Prof. Hans Thoma: ABC-Bilderbuch mit ausgewählten Gedichten von Wilhelm Hey, nebst Originalbeiträgen v. Mathilde Coester, Kassel. Format 31×23 cm, 48 Seiten mit etwa 60 farbigen Bildern von Prof. Hans Thoma, elegant und dauerhaft gebunden 4 Mark, unzerreißbar ohne Textseiten 5 Mark.
„Sicher die schönste Fibel, die je erstand! Da ist das Lesenlernen Vergnügen. Das Kind, das dieses Buch hat, kommt fix und freudig als Leser in die Schule und lacht der Qual der anderen.
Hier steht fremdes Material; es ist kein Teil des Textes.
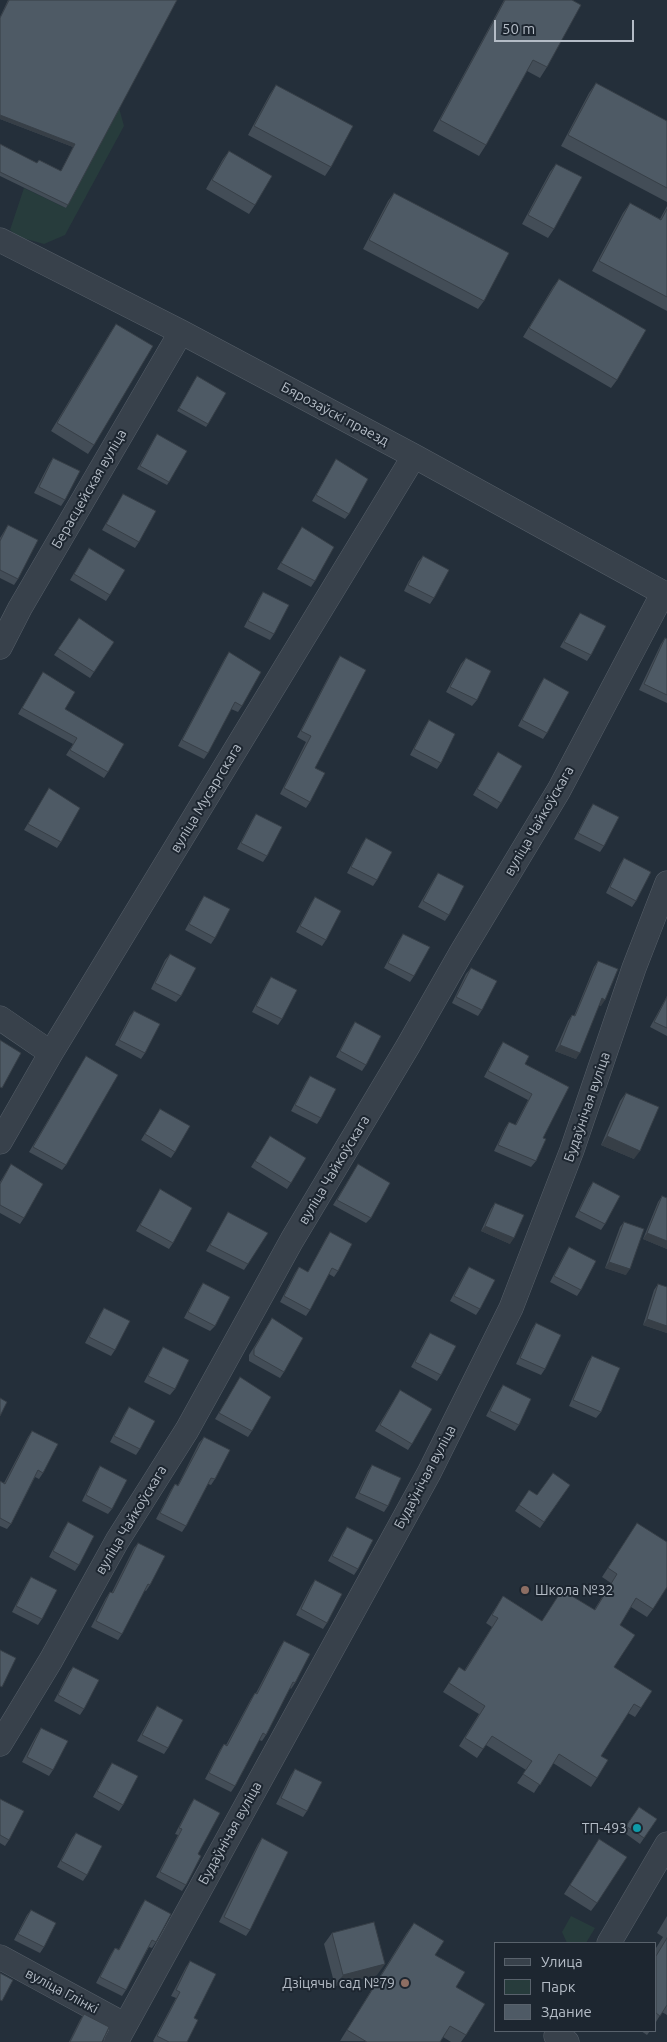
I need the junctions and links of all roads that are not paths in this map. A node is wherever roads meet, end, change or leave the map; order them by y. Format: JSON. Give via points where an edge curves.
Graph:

Es sind viele, viele Bilder darin, manche von großem Reiz.“
Die Kunst im Leben des Kindes.
„Hier sind Bilderbücher, die auch dem weniger Bemittelten echte Kunst bieten für sein Kind.“
Magdeburgische Zeitung.
Hans Thoma, seine Jugend- und Volkskunst
Der Meister, dessen Kunst gleich treffsicher das Natürliche und Idyllische ländlichen Lebens, wie das Romantische und Majestätische in der Darstellung verschiedener Landschafts-Charaktere aussprechen, der mit derselben Naivität und Innerlichkeit heitere antikische Stoffe und Phantasien, wie tiefernste christliche Ideen und Vorgänge behandeln kann, begeht am 2. Oktober d. J. seinen 70. Geburtstag. Ein volles halbes Jahrhundert schöpferischer Arbeit und unermüdlichen Schaffens liegt hinter ihm. Überblickt man die ungewöhnlich große Fülle von Werken und Gestaltungen, die Thomas Künstlerwille hervorgebracht hat, so kann man ohne Einwand wohl sagen, daß dem Meister kein Schaffensgebiet verschlossen, keine Ausdrucksweise versagt geblieben sei.
Reine und nur durch die Gegenwart bedingte Freude an den Dingen, die auch alltägliche Gegenstände und Vorgänge in eine vollkommene und oft traumhafte Schönheit hinaufheben kann, bildet den Urgrund von Thomas Kunst. Solche Unbeschwertheit im Genusse der Erscheinungsformen gehört nur der Jugend als Eigentum an. Es ist deshalb auch leicht begreiflich, daß der schaffensgewaltige Meister ein besonderes und liebevolles Verhältnis zur Jugend hat, und es ist mehr als ein familiärer Zufall, es hat eine tiefe sachliche Bedeutung, wenn Thoma die Bilanz seines menschlichen und künstlerischen Seins im „Herbste des Lebens“ einem Kinde widmet, und wenn er in dem ABC-Bilderbuch und in seinen Malbüchern einen Extrakt seiner Kunst der Jugend darbietet.
Es ist wohl ein einziger Fall, daß ein Künstler von der Bedeutung Thomas direkt an die Jugend sich wendet. Nicht etwa, daß er eine Auswahl seiner Werke, in das übliche Albumformat gesammelt, darbietet. Nein, er vereinfacht und überträgt seine Werke geradezu in die jugendlichem Genießen gemäße Einfachheit.